Avoid Very Small Mutual Funds and ETFs

If you are going to invest in actively managed mutual funds, then these funds need to have a sufficiently large asset base to fund the necessary securities research and analysis.

If an active fund is too small, then fund securities research, analysis, and management quality can suffer or fees could grow. Passively managed index funds and ETFs do not have the significant overhead that actively managed mutual funds have associated with personnel to evaluate investment alternatives.

Because of their much lower analytical costs, the minimum size of passively managed index funds and ETFs can be far less of an issue, when compared with an actively managed mutual fund. Nevertheless, both actively managed mutual funds and passively managed mutual funds have to cover their marketing, sales, legal, customer service, and other costs – many of which will benefit from the financial economies of scale related to the amount of assets under management.

To amortize the management expense ratio that is necessary to manage properly a mutual fund or ETF each year, a minimum total asset base is required.

To illustrate, an actively managed $100M stock mutual fund with a 1% management expense ratio yields $1 million annually for securities research, analytic expenses, and other fund management costs. In the grand scheme of what it takes to run actively managed mutual funds each year, $1M is just not a lot of money. Therefore, it would be reasonable for you to set your minimum asset selection criteria at several hundred million dollars or even higher for any diversified investment fund — particularly those that are actively managed mutual funds.

If the maximum management expense ratio you are willing to pay each year is lower than 1%, then the required asset base would need to be proportionately higher. If the expenses of a particular “style” of active fund, such as emerging markets stocks, tend to be significantly higher, then you would want an even larger asset base over which to spread securities research and other portfolio management costs.

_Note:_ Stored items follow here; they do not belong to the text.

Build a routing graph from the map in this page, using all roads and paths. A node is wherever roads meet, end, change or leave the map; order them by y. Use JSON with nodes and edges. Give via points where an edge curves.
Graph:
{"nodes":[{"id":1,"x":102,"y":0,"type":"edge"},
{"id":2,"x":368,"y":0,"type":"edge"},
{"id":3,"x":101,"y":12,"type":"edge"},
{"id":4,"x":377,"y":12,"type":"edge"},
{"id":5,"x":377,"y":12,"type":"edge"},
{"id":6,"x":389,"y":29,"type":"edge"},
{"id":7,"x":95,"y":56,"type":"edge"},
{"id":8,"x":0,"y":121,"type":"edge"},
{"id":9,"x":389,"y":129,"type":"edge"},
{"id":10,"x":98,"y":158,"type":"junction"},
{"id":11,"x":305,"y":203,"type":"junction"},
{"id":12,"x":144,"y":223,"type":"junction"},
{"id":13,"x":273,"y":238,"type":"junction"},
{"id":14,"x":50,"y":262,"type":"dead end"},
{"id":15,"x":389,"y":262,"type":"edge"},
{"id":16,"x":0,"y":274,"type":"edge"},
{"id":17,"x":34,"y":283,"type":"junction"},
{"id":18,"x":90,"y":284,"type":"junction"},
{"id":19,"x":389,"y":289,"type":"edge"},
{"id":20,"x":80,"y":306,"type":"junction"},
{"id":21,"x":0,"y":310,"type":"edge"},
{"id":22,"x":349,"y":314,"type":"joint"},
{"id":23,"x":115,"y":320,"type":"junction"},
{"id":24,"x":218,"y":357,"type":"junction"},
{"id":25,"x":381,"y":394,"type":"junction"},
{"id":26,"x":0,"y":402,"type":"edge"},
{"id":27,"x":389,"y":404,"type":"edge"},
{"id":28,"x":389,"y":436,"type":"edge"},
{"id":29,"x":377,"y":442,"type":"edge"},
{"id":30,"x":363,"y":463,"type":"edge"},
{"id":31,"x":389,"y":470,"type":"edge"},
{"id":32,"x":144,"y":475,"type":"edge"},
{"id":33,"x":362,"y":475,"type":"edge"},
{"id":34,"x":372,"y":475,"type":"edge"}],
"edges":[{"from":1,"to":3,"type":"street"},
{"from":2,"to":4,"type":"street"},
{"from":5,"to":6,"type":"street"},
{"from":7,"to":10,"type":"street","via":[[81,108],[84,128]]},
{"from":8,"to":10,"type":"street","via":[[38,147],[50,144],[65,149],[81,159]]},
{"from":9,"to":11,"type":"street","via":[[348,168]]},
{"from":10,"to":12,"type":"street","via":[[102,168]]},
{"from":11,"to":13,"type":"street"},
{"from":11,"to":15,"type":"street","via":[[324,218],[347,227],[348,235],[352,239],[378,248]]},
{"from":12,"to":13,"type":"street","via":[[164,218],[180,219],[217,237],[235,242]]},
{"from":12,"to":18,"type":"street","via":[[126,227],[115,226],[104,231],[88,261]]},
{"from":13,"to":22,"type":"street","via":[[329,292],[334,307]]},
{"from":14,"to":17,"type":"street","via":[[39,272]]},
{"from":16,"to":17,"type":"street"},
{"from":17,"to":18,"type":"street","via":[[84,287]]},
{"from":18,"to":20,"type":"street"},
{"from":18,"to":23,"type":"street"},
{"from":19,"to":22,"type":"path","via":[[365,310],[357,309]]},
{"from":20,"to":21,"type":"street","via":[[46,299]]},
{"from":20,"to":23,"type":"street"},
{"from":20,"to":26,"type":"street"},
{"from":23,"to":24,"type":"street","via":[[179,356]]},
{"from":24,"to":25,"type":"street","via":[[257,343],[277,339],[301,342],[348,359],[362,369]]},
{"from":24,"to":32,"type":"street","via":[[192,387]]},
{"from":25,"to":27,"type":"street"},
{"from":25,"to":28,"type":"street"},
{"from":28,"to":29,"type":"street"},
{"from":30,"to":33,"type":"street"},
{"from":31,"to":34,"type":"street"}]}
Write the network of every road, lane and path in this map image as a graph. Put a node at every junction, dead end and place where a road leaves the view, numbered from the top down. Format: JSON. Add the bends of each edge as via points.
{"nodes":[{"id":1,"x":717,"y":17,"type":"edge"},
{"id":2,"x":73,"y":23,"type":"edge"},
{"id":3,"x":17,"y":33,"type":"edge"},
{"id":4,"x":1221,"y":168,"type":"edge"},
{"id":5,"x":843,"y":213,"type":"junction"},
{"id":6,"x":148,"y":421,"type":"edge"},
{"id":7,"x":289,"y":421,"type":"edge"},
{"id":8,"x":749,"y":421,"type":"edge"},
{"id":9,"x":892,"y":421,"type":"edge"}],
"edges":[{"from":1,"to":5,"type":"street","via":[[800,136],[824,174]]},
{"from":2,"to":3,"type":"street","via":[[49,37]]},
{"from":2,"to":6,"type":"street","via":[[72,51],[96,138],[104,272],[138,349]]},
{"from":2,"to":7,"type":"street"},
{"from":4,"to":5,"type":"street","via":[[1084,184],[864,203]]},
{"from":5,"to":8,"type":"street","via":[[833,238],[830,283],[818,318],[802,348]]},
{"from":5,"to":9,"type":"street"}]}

While the investment research literature indicates that passive index mutual fund strategies lead to better net performance on average, The Pasadena Financial Planner does not expect that actively managed mutual funds will disappear. Therefore, if you still are going to invest in any investment fund and particularly actively managed funds, then you should want them to have a sufficiently large asset base to fund the necessary research and pay all other administrative costs. If a fund is too small, then fund management quality could suffer and/or fees will increase.

However with actively managed mutual funds, the problem is not that there is no “gross” value added. On average, fund management professionals make a modest positive contribution before their expenses. They may be doing so at the expense of amateurs who are poor portfolio self-managers.

One major problem with active professional mutual fund management is that, on average, they charge substantially more than they return in improved performance.

The average active mutual fund management team does not make a sufficiently great incremental performance contribution to overcome their more substantial added costs. Furthermore, there is no reliable way to tell future mutual fund management winners versus losers from among all active professional mutual fund managers. Therefore, in “net” rather than “gross” terms for individual investor portfolios, it is far more likely for active managers to trail rather than exceed a passive market index return.

There are significant differences in costs between actively managed mutual funds and passively managed index funds. By not attempting to beat the market, which most often will meet with failure, no load index funds can dramatically reduce costs and taxes and improve the odds of better net returns. While there are some areas of specialized expertise in index fund management, properly managing an index mutual fund depends largely on having a very efficient trading operation to track the index and an efficient customer service operation.

No load mutual funds and ETFs do not have the significant overhead that actively managed mutual funds do associated with securities research, and therefore, the need for expensive securities research analysts is greatly reduced.

Because of their much lower costs, the minimum size of a passively managed index fund is less of an issue than it is with actively managed mutual funds. Nevertheless, individual investors still need to be concerned about index funds that are too small.

With no load mutual funds, The Pasadena Financial Planner suggests that you screen for no load index funds using the maximum management expense ratio that you will personally willing to tolerate. If no load mutual funds are run efficiently, then their management expense ratios should be very, very low. While there are some ridiculous examples of domestic no load index funds with management expense ratios over 1% annually, even a .25% upper screening limit will give you a wide range of no load index funds from which to choose.

Finally, note also that newly created, actively managed and passively managed funds that are spawned within a larger fund family may benefit for a time from both the fund family’s economies of scale and its subsidies of the management expense ratio. Administrative economies of scale can permit new funds with smaller asset sizes to exist for a longer period.

Very often, fund families will substantially subsidize the management expense ratio of their newer funds. This temporarily reduction of the management expense ratio can have the effect of increasing short-term performance. However, if a new fund does not grow quickly, then it is likely to be shut down or merged into another inferior performing and/or more risky fund within that fund family. Therefore, you should choose mature noload mutual funds instead.